Memorials outside the Tree of Life synagogue in Pittsburgh, five months after the shooting. Photo by 痛 via Wikicommons.

The other night I was watching the PBS Newshour and was especially interested in a segment devoted to violence against houses of worship. The anchor, Judy Woodward, had leaders of the Baptist, Muslim and Jewish communities commenting. Each one had horrible, truly horrible, stories to tell about murders, threats, and desecration that have taken place in their holy places. All of these clergy were veterans of religiously motivated violence perpetrated against their people at prayer! So what were they doing about it? Each one told of reasonable precautions that they have taken. Security checks, off-duty police, surveillance, etc. It all made abundant sense. And yet, for me, something was missing.

After a couple of days, it dawned on me. They had no vocation together. Each response was entirely from the perspective of a single religion.

The Muslim was eloquent about Islamaphobia, the rabbi about anti-semitism, the Baptist about the persecution of Christians. But they never spoke of any action together. 

There was no unified voice that demanded that all sacred places and spaces deserve the respect and protection of the larger community! A community where nothing is sacred is in a failed state. A community where the sacred is honored has possibilities for civilization.

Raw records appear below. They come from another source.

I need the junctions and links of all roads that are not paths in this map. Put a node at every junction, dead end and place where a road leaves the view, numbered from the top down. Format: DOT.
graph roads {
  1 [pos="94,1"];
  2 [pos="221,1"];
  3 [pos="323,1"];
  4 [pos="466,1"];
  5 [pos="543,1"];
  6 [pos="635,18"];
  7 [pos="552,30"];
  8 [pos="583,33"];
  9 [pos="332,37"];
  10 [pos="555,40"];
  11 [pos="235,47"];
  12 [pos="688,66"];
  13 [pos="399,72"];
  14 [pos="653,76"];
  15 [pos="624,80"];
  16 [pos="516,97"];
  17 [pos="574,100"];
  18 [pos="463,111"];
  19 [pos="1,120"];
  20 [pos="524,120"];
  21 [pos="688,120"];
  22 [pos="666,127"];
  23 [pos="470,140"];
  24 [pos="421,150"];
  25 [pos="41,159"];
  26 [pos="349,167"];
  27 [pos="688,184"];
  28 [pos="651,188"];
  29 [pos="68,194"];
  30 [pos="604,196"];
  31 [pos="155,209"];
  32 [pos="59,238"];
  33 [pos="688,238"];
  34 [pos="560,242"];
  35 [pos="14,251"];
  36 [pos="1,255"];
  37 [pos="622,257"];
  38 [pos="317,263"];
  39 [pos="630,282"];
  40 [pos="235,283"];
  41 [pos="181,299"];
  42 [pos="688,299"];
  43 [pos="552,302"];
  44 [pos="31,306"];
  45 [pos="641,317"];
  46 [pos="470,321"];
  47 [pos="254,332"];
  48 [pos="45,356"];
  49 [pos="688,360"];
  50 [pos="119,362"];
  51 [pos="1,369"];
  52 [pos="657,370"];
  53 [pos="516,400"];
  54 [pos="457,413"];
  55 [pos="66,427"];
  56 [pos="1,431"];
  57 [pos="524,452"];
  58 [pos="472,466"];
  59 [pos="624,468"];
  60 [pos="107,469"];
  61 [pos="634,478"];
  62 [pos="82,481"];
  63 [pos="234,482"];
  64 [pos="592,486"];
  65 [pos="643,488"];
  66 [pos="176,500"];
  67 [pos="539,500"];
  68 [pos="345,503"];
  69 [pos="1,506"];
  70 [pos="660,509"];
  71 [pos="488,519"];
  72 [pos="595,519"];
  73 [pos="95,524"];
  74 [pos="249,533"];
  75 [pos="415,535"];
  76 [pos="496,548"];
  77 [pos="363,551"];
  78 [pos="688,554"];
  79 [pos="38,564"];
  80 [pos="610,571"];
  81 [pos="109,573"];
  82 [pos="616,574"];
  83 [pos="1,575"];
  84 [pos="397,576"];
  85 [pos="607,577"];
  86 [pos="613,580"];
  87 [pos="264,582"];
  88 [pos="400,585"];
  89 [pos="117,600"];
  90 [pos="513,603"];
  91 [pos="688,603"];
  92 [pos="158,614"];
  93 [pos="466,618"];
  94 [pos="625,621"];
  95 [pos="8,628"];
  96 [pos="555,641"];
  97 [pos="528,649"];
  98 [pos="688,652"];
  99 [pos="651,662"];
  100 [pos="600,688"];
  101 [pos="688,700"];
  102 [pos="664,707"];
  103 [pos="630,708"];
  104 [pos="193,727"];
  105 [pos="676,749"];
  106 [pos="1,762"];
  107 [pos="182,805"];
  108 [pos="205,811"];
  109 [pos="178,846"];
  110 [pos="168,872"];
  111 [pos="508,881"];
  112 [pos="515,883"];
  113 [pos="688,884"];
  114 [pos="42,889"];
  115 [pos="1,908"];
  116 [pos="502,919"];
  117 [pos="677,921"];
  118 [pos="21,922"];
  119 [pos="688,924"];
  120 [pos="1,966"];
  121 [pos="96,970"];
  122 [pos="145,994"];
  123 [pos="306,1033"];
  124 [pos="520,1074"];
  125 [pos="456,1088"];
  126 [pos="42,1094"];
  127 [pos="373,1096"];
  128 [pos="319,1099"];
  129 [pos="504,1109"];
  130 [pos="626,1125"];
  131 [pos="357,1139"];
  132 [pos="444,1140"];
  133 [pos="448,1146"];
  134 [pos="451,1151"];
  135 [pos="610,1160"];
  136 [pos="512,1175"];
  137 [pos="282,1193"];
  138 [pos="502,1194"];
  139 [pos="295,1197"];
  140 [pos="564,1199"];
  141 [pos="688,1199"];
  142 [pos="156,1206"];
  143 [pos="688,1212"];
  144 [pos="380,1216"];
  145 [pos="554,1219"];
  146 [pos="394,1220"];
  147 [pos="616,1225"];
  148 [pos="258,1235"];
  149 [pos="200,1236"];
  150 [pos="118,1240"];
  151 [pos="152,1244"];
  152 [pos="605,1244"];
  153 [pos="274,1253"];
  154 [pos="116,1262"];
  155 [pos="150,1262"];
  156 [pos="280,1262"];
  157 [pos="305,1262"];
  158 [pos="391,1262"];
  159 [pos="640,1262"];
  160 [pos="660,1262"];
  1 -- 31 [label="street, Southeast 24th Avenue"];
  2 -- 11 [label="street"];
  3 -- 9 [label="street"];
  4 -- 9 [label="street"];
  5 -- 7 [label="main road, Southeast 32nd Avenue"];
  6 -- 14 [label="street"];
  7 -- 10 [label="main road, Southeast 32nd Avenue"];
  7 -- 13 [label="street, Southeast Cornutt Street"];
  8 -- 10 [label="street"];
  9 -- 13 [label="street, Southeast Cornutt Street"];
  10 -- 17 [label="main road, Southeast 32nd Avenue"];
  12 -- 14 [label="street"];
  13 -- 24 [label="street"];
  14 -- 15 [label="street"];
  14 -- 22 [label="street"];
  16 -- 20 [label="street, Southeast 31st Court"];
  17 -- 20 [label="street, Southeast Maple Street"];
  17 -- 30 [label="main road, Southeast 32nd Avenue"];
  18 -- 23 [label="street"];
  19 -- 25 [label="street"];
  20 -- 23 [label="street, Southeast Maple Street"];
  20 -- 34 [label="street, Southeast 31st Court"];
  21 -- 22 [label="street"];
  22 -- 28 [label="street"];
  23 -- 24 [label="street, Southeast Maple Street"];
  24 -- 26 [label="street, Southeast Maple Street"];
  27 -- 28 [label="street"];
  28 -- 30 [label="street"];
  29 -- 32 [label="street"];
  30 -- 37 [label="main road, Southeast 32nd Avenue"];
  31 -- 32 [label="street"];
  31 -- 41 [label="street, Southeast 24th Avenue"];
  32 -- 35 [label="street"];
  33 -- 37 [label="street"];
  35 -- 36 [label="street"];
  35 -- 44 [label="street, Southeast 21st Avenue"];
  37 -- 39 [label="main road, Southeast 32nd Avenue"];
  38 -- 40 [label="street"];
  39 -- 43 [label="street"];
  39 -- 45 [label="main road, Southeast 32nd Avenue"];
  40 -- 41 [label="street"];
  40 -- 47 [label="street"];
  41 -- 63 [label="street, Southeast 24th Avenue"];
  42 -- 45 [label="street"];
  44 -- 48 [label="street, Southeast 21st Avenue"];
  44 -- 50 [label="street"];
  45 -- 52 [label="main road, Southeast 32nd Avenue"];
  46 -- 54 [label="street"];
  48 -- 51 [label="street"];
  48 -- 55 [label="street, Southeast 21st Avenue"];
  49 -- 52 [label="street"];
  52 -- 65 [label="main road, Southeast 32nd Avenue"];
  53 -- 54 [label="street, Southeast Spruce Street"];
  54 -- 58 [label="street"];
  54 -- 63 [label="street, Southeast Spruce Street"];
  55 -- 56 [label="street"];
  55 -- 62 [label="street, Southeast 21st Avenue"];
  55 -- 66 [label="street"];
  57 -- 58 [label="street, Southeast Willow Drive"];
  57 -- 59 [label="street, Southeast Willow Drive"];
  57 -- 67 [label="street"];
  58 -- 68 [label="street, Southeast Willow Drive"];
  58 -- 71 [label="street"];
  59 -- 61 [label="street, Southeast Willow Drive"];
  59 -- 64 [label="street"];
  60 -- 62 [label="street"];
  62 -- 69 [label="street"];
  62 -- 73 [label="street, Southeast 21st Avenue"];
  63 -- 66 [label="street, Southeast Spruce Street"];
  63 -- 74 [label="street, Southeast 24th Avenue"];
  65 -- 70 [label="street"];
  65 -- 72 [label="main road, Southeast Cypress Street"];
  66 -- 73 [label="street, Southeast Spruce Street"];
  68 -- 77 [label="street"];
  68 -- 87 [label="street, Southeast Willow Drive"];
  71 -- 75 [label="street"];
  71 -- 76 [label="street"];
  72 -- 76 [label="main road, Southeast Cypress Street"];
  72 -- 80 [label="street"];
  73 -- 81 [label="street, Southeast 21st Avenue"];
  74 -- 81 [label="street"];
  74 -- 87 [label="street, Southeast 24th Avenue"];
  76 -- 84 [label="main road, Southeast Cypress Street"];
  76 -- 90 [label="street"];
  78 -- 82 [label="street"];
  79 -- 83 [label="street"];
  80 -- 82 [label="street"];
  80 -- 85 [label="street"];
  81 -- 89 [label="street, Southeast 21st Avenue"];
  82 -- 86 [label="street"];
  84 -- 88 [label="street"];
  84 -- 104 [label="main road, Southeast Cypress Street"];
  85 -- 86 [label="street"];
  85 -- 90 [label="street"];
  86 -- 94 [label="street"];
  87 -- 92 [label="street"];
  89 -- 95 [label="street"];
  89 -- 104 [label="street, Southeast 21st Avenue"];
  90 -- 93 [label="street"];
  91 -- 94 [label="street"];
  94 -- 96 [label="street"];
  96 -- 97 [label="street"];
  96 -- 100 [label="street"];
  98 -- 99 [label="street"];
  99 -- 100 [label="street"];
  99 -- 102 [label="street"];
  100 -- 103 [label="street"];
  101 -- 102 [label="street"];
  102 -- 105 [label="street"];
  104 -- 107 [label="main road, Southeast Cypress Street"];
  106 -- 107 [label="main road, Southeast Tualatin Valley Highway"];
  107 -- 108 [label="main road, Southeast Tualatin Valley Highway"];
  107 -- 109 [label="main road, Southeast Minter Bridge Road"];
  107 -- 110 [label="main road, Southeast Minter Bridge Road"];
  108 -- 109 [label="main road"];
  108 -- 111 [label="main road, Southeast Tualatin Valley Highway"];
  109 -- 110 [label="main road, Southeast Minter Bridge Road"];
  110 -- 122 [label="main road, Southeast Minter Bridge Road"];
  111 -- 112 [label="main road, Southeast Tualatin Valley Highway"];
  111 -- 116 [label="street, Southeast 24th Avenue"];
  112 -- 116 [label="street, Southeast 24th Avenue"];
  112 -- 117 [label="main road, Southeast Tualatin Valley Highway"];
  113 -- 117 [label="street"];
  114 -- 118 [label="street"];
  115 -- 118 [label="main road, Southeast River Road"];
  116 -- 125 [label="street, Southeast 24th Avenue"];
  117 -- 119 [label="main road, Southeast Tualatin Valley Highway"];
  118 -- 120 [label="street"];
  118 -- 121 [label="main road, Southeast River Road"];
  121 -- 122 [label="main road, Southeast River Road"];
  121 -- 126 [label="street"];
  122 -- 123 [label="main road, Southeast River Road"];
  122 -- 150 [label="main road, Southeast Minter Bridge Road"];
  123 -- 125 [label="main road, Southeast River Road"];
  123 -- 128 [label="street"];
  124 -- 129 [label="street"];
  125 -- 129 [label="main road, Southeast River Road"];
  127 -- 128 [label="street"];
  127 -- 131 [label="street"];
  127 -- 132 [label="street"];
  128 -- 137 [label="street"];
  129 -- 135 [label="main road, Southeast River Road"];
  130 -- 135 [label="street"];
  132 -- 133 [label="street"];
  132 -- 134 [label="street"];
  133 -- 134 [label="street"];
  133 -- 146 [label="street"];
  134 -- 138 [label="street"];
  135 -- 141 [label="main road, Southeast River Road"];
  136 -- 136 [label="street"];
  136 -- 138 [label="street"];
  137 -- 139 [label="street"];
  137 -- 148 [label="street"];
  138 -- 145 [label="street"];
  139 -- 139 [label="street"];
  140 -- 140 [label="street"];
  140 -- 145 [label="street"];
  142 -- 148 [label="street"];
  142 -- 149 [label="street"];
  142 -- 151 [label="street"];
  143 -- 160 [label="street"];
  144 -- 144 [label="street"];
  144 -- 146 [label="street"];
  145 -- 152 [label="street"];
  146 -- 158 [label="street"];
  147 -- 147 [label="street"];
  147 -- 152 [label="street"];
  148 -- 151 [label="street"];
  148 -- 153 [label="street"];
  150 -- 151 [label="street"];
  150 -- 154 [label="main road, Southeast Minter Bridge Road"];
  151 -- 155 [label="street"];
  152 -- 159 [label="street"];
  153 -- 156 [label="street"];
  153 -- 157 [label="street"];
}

But none of this will ever happen unless the religions – all of them – come together somehow. Life in our modern, secular, and dismissive world demands that religions do more than preserve their own siloed traditions. In addition, religions have to find their voice together for the sake of the larger community.  Out in the “real world,” the press is trying to shine the light of truth, investigators are trying to expose corruption. People in search of justice are filling the streets all over the world. It is time for religious leaders to do more than just sit quietly on the stage with mayors after some heinous tragedy and mumble a few predictable and vague words.

Religions, together, need to call out every political leader, group, profiteer, extremist, social media executive who feed red meat to the purveyors of violence against religions.

And religions, together, have to examine their own roles in teaching their children to hate people of other religions. Religions together need to help each other reform their attitudes toward Jews, Muslims, Christians, et al. Religions together have to show the world that they have created a culture of peace among themselves. Don’t preach if you haven’t practiced.

Religiously motivated violence is real. This is a moment in time where such violence is happening worldwide at a faster and faster pace against all religions.  It is high time that all religions have courage together to address the obvious. It is one thing to talk about security precautions, individually. It is another thing to declare, collectively, to the world that this violence must stop.

URI saw this coming almost a quarter century ago and positioned these words in the middle of its purpose:  “… to end religiously motivated violence.” Now is the moment where actions must be wed to these words.